### What is required
All lines holding the word "other" should be located in the records and copied.

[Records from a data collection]
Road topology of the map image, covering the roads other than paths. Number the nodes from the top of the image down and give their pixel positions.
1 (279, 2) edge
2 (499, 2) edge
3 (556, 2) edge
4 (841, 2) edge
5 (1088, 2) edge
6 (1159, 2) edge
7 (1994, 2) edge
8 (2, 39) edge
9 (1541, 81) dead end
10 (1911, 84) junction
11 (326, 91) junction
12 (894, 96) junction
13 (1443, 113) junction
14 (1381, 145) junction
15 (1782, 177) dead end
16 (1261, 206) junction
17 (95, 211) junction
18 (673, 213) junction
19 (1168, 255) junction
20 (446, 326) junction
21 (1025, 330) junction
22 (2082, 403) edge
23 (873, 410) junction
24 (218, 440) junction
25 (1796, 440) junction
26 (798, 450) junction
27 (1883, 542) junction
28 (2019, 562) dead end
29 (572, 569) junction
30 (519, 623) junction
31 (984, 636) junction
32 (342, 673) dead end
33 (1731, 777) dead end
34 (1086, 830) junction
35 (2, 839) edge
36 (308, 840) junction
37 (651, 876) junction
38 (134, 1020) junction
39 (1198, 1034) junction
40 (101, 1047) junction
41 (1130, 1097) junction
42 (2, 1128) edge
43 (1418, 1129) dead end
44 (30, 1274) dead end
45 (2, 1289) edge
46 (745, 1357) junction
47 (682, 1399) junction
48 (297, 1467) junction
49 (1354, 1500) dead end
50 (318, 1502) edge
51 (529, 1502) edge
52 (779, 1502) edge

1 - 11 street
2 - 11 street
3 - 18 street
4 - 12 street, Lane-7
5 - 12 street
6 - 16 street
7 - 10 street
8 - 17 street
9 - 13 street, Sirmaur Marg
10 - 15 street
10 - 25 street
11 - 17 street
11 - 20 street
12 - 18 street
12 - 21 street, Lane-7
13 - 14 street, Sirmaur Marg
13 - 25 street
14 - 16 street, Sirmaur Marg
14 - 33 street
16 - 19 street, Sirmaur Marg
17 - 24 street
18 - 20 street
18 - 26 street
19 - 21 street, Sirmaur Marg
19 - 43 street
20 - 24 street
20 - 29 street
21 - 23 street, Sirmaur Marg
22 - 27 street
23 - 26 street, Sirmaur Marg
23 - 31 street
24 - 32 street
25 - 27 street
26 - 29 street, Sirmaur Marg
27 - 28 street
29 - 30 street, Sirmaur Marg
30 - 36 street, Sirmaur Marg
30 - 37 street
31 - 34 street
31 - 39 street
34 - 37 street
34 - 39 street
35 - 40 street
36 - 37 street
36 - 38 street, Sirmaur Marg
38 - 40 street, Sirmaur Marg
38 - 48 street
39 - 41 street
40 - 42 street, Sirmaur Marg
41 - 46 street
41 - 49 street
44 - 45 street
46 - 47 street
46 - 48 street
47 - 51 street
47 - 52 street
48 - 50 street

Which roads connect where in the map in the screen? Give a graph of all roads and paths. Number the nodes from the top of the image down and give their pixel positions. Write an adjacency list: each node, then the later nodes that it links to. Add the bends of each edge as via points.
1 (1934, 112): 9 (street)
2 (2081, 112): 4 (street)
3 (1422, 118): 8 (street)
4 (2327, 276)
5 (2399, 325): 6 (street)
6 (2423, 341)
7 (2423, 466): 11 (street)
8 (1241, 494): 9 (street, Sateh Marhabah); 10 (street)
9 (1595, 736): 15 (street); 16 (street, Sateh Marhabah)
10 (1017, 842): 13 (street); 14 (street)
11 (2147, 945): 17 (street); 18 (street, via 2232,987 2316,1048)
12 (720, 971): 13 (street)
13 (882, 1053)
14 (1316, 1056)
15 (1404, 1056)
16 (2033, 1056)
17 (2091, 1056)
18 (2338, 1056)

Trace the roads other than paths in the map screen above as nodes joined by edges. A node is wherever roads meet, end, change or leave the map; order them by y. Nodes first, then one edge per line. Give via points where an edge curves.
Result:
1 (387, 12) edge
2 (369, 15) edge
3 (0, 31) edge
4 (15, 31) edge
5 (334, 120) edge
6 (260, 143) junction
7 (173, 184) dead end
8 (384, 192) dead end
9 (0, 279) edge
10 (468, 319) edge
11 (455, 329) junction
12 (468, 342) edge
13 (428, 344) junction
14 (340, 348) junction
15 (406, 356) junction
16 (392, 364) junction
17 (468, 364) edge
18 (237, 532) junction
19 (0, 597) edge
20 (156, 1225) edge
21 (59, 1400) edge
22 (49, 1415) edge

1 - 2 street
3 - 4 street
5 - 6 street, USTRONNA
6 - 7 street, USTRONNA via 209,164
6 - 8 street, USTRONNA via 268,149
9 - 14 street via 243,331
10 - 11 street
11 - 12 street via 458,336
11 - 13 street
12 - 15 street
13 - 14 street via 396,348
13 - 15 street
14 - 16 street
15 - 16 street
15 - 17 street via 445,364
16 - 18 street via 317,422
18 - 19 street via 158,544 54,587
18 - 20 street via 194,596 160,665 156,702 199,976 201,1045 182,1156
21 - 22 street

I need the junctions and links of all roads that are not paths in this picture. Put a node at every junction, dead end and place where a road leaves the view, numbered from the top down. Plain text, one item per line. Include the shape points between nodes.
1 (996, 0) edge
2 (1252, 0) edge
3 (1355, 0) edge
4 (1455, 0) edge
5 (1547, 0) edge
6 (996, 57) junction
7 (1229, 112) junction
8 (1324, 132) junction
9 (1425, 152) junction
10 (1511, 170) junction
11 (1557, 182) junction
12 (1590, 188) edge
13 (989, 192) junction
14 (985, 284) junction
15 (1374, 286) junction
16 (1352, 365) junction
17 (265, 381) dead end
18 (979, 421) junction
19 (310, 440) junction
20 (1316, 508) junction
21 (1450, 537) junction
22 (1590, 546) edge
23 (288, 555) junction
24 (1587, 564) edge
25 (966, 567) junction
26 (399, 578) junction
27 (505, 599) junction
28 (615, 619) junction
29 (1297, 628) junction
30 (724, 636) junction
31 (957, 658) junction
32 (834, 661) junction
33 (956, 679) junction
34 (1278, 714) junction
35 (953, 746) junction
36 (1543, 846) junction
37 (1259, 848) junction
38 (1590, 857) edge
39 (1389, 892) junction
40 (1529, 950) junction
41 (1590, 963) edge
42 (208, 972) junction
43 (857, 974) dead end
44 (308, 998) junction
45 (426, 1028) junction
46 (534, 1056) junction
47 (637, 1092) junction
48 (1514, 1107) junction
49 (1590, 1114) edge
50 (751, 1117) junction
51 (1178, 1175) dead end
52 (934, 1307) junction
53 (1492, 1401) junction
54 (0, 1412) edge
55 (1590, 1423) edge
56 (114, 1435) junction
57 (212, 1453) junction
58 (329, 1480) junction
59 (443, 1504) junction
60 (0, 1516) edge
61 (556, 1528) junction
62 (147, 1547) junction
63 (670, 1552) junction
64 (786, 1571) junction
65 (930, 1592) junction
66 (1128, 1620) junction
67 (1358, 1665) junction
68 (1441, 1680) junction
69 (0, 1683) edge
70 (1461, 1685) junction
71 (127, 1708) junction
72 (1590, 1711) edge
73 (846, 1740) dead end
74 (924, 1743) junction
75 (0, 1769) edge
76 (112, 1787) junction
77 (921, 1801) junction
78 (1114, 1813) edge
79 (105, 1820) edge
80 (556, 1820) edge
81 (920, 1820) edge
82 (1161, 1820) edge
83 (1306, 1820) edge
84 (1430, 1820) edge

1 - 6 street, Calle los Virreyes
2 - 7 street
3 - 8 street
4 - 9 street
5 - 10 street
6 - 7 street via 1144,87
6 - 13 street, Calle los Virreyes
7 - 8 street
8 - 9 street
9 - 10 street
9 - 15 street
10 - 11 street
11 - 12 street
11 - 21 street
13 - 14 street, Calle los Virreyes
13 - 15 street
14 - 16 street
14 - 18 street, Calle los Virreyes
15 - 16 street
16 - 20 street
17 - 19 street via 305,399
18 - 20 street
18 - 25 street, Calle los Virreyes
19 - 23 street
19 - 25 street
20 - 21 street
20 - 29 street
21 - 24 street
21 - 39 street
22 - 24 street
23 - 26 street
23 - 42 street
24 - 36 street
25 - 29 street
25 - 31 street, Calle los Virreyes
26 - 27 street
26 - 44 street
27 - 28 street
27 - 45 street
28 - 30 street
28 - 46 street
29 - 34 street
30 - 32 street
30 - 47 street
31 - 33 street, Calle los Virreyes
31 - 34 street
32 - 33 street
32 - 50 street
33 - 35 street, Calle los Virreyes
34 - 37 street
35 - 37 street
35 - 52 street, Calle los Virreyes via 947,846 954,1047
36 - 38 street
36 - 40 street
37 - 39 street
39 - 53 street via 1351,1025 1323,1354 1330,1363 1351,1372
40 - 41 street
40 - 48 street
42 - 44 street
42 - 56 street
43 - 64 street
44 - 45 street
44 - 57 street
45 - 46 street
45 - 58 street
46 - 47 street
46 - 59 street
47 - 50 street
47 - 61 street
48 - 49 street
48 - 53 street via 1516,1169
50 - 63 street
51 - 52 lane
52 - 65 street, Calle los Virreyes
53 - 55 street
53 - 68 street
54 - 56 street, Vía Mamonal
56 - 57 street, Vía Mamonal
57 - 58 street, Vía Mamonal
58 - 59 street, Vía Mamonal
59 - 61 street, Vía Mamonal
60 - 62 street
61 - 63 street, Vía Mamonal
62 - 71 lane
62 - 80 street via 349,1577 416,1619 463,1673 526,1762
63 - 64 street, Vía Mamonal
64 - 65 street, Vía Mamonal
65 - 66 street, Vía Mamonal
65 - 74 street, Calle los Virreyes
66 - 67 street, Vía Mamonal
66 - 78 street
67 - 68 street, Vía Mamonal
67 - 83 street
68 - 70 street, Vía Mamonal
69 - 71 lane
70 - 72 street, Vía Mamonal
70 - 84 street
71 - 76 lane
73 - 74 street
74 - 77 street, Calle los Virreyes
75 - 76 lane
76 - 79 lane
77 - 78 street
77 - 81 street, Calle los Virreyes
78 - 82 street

### Result of this task
Road topology of the map image, covering the roads other than paths. Number the nodes from the top of the image down and give their pixel positions.
Trace the roads other than paths in the map screen above as nodes joined by edges. A node is wherever roads meet, end, change or leave the map; order them by y. Nodes first, then one edge per line. Give via points where an edge curves.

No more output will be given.